▶ [GOAL OF THE EXERCISE] The expected answer is the data below, printed verbatim without its pictures.

▶ [MATERIAL FOR THE TASK]
= Beginning of Section =

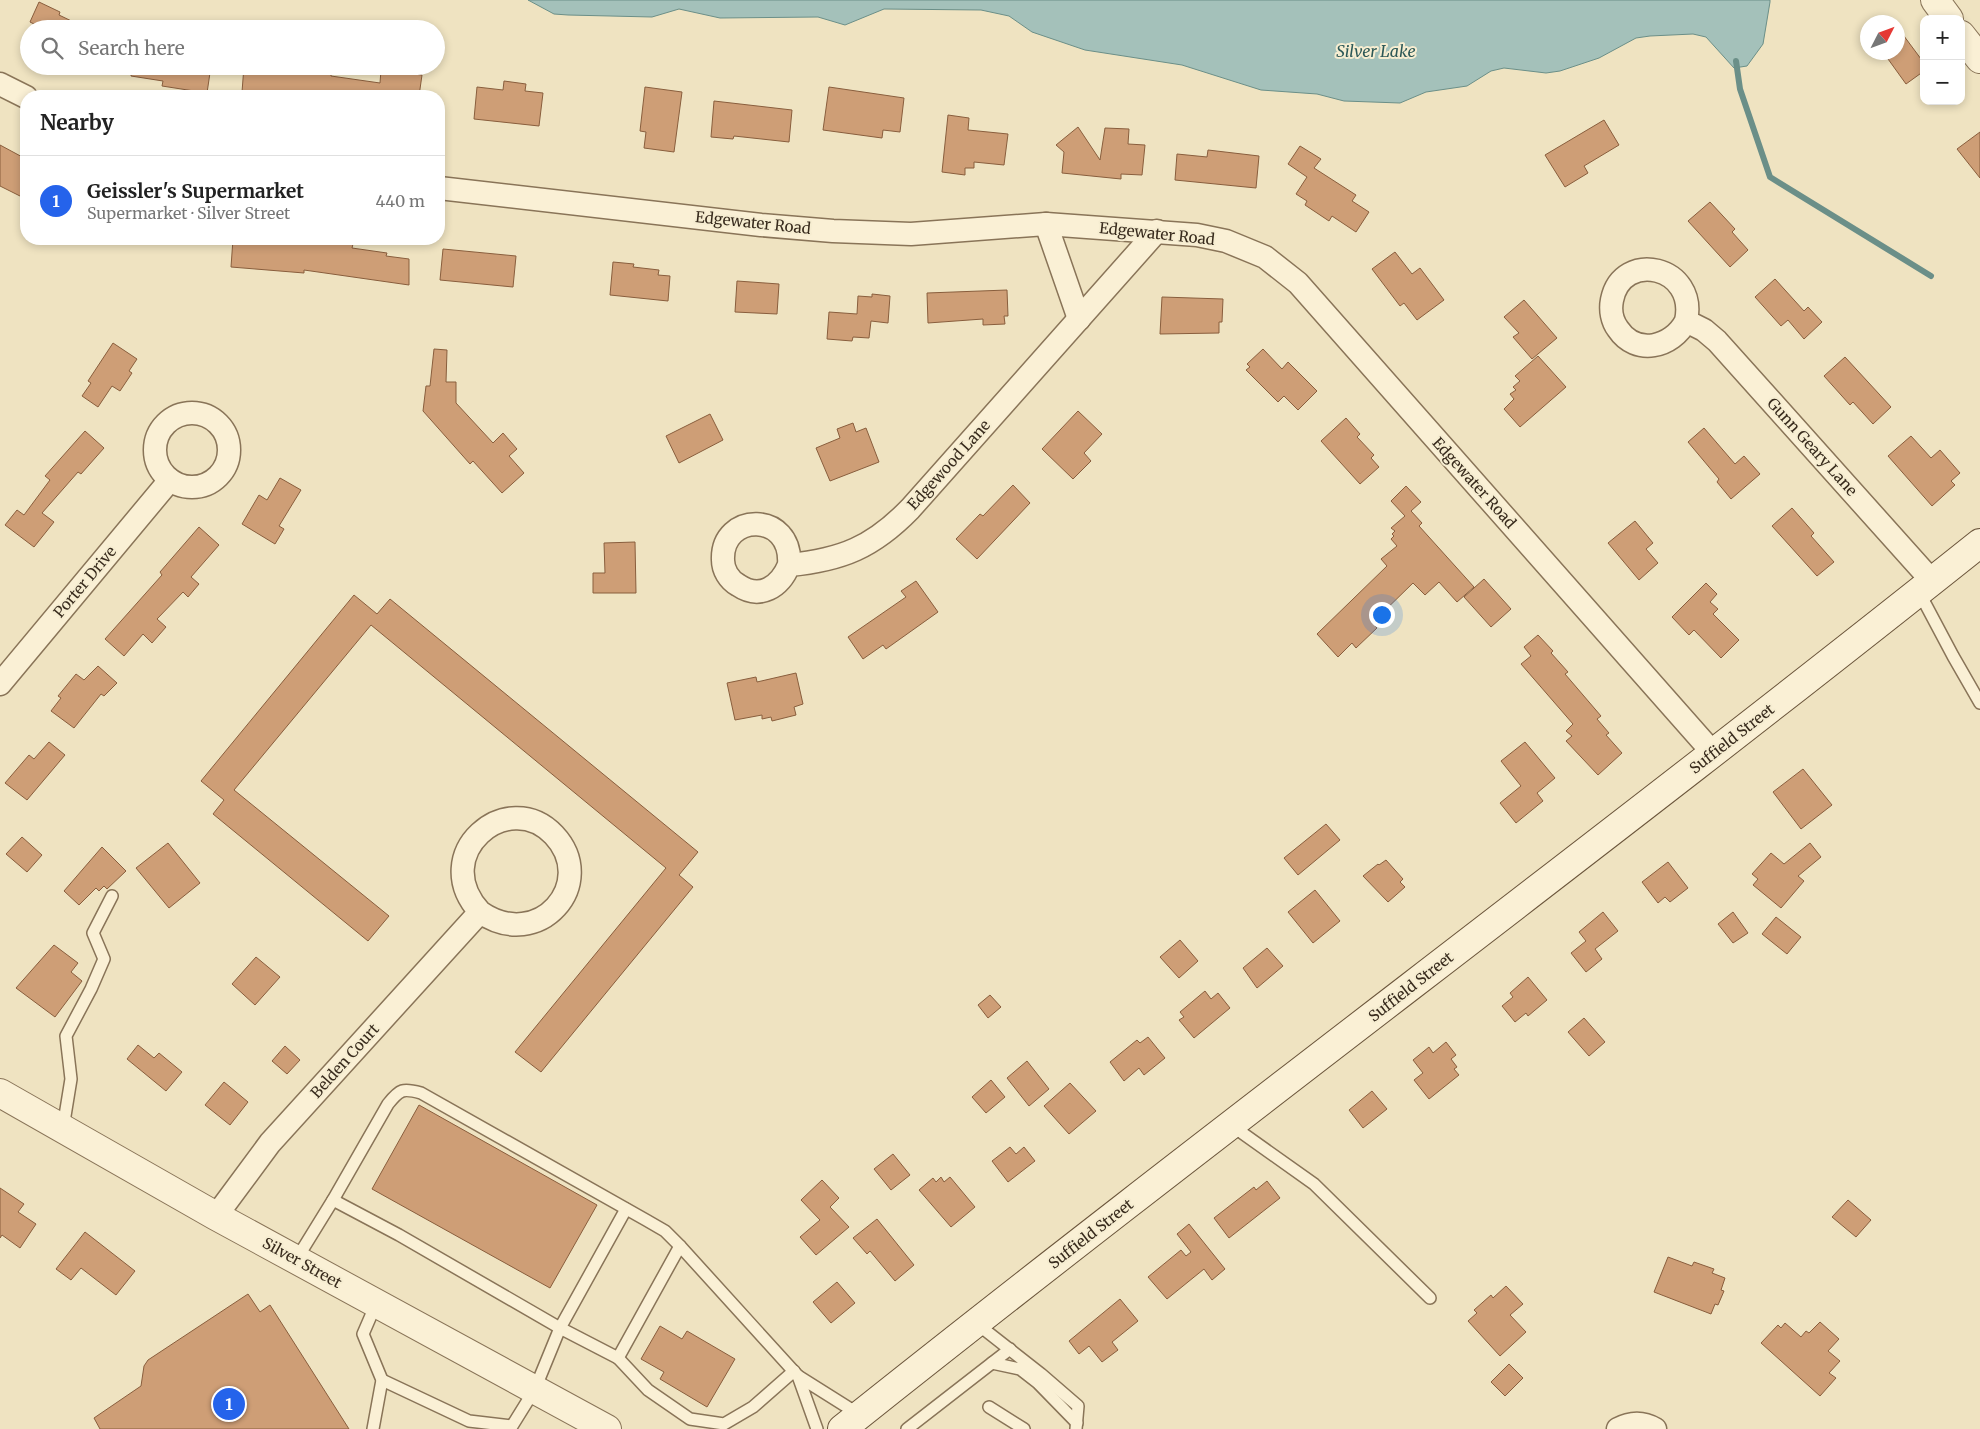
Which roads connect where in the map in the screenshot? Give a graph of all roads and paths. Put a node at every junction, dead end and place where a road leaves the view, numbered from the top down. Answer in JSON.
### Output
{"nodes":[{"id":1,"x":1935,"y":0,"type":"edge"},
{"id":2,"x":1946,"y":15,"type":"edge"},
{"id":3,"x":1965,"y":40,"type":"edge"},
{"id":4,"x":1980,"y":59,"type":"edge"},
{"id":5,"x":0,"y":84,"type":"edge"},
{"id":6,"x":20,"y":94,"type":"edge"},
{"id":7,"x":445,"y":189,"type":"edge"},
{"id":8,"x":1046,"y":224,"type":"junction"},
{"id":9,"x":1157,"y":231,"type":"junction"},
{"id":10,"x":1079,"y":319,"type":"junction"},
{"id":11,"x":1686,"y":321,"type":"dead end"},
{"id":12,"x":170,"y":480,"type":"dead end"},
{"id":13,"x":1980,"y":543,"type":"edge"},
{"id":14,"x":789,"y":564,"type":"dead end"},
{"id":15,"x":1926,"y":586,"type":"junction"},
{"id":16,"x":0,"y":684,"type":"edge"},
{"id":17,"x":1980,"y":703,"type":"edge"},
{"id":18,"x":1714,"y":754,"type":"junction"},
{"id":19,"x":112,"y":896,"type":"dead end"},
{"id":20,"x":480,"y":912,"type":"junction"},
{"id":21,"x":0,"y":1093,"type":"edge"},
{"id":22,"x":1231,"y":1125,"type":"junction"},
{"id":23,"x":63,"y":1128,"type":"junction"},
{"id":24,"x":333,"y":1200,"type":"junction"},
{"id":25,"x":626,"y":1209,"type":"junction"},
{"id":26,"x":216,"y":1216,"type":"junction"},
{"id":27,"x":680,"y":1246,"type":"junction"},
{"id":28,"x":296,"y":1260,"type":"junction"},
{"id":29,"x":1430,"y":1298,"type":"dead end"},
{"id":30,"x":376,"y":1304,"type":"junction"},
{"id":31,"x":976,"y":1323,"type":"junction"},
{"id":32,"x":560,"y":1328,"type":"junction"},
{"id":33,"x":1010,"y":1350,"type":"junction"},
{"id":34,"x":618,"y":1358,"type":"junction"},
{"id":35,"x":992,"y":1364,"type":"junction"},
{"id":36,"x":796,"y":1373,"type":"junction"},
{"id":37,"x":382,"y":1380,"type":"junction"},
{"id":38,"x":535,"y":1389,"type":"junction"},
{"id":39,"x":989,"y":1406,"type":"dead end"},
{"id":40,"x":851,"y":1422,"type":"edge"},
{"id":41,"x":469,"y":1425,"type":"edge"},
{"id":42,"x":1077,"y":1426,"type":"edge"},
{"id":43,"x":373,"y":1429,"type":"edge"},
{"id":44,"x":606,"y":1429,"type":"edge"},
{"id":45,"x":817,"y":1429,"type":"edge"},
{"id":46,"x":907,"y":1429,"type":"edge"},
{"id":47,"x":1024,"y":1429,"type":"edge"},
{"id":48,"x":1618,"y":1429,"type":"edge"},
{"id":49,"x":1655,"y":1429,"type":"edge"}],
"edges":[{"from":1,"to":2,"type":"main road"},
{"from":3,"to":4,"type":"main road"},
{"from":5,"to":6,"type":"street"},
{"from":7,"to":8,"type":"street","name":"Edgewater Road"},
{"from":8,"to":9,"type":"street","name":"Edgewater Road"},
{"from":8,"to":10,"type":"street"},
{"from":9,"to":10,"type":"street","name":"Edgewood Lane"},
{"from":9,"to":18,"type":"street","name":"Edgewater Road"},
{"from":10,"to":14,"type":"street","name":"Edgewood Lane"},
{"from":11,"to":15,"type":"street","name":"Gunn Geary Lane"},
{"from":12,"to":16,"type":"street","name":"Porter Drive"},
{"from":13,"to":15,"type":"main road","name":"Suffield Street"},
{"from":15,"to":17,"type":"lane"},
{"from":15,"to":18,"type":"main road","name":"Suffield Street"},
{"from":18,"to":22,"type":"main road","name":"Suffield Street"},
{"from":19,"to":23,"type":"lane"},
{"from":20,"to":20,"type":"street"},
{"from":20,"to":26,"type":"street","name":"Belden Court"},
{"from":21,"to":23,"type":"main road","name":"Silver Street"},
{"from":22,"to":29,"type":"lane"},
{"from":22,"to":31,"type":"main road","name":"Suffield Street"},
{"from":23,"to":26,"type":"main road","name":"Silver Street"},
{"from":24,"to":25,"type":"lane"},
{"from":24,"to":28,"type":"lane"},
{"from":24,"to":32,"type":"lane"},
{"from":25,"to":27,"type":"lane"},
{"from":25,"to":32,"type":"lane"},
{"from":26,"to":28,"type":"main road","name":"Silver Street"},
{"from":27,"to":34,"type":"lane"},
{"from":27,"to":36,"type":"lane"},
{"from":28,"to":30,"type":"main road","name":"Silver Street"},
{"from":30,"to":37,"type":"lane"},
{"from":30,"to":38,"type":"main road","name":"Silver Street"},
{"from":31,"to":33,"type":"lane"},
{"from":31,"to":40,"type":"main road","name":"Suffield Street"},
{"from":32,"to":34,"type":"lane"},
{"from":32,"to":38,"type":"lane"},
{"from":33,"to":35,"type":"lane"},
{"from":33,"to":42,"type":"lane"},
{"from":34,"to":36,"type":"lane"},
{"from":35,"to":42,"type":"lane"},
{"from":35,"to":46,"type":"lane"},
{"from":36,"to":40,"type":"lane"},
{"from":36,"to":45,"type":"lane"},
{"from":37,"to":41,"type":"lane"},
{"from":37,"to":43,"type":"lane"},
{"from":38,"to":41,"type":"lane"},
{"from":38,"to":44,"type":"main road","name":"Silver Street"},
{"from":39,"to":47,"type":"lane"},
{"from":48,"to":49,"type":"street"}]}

= End of Section =

▶ [SOLUTION]
Which roads connect where in the map in the screenshot? Give a graph of all roads and paths. Put a node at every junction, dead end and place where a road leaves the view, numbered from the top down. Answer in JSON.
### Output
{"nodes":[{"id":1,"x":1935,"y":0,"type":"edge"},
{"id":2,"x":1946,"y":15,"type":"edge"},
{"id":3,"x":1965,"y":40,"type":"edge"},
{"id":4,"x":1980,"y":59,"type":"edge"},
{"id":5,"x":0,"y":84,"type":"edge"},
{"id":6,"x":20,"y":94,"type":"edge"},
{"id":7,"x":445,"y":189,"type":"edge"},
{"id":8,"x":1046,"y":224,"type":"junction"},
{"id":9,"x":1157,"y":231,"type":"junction"},
{"id":10,"x":1079,"y":319,"type":"junction"},
{"id":11,"x":1686,"y":321,"type":"dead end"},
{"id":12,"x":170,"y":480,"type":"dead end"},
{"id":13,"x":1980,"y":543,"type":"edge"},
{"id":14,"x":789,"y":564,"type":"dead end"},
{"id":15,"x":1926,"y":586,"type":"junction"},
{"id":16,"x":0,"y":684,"type":"edge"},
{"id":17,"x":1980,"y":703,"type":"edge"},
{"id":18,"x":1714,"y":754,"type":"junction"},
{"id":19,"x":112,"y":896,"type":"dead end"},
{"id":20,"x":480,"y":912,"type":"junction"},
{"id":21,"x":0,"y":1093,"type":"edge"},
{"id":22,"x":1231,"y":1125,"type":"junction"},
{"id":23,"x":63,"y":1128,"type":"junction"},
{"id":24,"x":333,"y":1200,"type":"junction"},
{"id":25,"x":626,"y":1209,"type":"junction"},
{"id":26,"x":216,"y":1216,"type":"junction"},
{"id":27,"x":680,"y":1246,"type":"junction"},
{"id":28,"x":296,"y":1260,"type":"junction"},
{"id":29,"x":1430,"y":1298,"type":"dead end"},
{"id":30,"x":376,"y":1304,"type":"junction"},
{"id":31,"x":976,"y":1323,"type":"junction"},
{"id":32,"x":560,"y":1328,"type":"junction"},
{"id":33,"x":1010,"y":1350,"type":"junction"},
{"id":34,"x":618,"y":1358,"type":"junction"},
{"id":35,"x":992,"y":1364,"type":"junction"},
{"id":36,"x":796,"y":1373,"type":"junction"},
{"id":37,"x":382,"y":1380,"type":"junction"},
{"id":38,"x":535,"y":1389,"type":"junction"},
{"id":39,"x":989,"y":1406,"type":"dead end"},
{"id":40,"x":851,"y":1422,"type":"edge"},
{"id":41,"x":469,"y":1425,"type":"edge"},
{"id":42,"x":1077,"y":1426,"type":"edge"},
{"id":43,"x":373,"y":1429,"type":"edge"},
{"id":44,"x":606,"y":1429,"type":"edge"},
{"id":45,"x":817,"y":1429,"type":"edge"},
{"id":46,"x":907,"y":1429,"type":"edge"},
{"id":47,"x":1024,"y":1429,"type":"edge"},
{"id":48,"x":1618,"y":1429,"type":"edge"},
{"id":49,"x":1655,"y":1429,"type":"edge"}],
"edges":[{"from":1,"to":2,"type":"main road"},
{"from":3,"to":4,"type":"main road"},
{"from":5,"to":6,"type":"street"},
{"from":7,"to":8,"type":"street","name":"Edgewater Road"},
{"from":8,"to":9,"type":"street","name":"Edgewater Road"},
{"from":8,"to":10,"type":"street"},
{"from":9,"to":10,"type":"street","name":"Edgewood Lane"},
{"from":9,"to":18,"type":"street","name":"Edgewater Road"},
{"from":10,"to":14,"type":"street","name":"Edgewood Lane"},
{"from":11,"to":15,"type":"street","name":"Gunn Geary Lane"},
{"from":12,"to":16,"type":"street","name":"Porter Drive"},
{"from":13,"to":15,"type":"main road","name":"Suffield Street"},
{"from":15,"to":17,"type":"lane"},
{"from":15,"to":18,"type":"main road","name":"Suffield Street"},
{"from":18,"to":22,"type":"main road","name":"Suffield Street"},
{"from":19,"to":23,"type":"lane"},
{"from":20,"to":20,"type":"street"},
{"from":20,"to":26,"type":"street","name":"Belden Court"},
{"from":21,"to":23,"type":"main road","name":"Silver Street"},
{"from":22,"to":29,"type":"lane"},
{"from":22,"to":31,"type":"main road","name":"Suffield Street"},
{"from":23,"to":26,"type":"main road","name":"Silver Street"},
{"from":24,"to":25,"type":"lane"},
{"from":24,"to":28,"type":"lane"},
{"from":24,"to":32,"type":"lane"},
{"from":25,"to":27,"type":"lane"},
{"from":25,"to":32,"type":"lane"},
{"from":26,"to":28,"type":"main road","name":"Silver Street"},
{"from":27,"to":34,"type":"lane"},
{"from":27,"to":36,"type":"lane"},
{"from":28,"to":30,"type":"main road","name":"Silver Street"},
{"from":30,"to":37,"type":"lane"},
{"from":30,"to":38,"type":"main road","name":"Silver Street"},
{"from":31,"to":33,"type":"lane"},
{"from":31,"to":40,"type":"main road","name":"Suffield Street"},
{"from":32,"to":34,"type":"lane"},
{"from":32,"to":38,"type":"lane"},
{"from":33,"to":35,"type":"lane"},
{"from":33,"to":42,"type":"lane"},
{"from":34,"to":36,"type":"lane"},
{"from":35,"to":42,"type":"lane"},
{"from":35,"to":46,"type":"lane"},
{"from":36,"to":40,"type":"lane"},
{"from":36,"to":45,"type":"lane"},
{"from":37,"to":41,"type":"lane"},
{"from":37,"to":43,"type":"lane"},
{"from":38,"to":41,"type":"lane"},
{"from":38,"to":44,"type":"main road","name":"Silver Street"},
{"from":39,"to":47,"type":"lane"},
{"from":48,"to":49,"type":"street"}]}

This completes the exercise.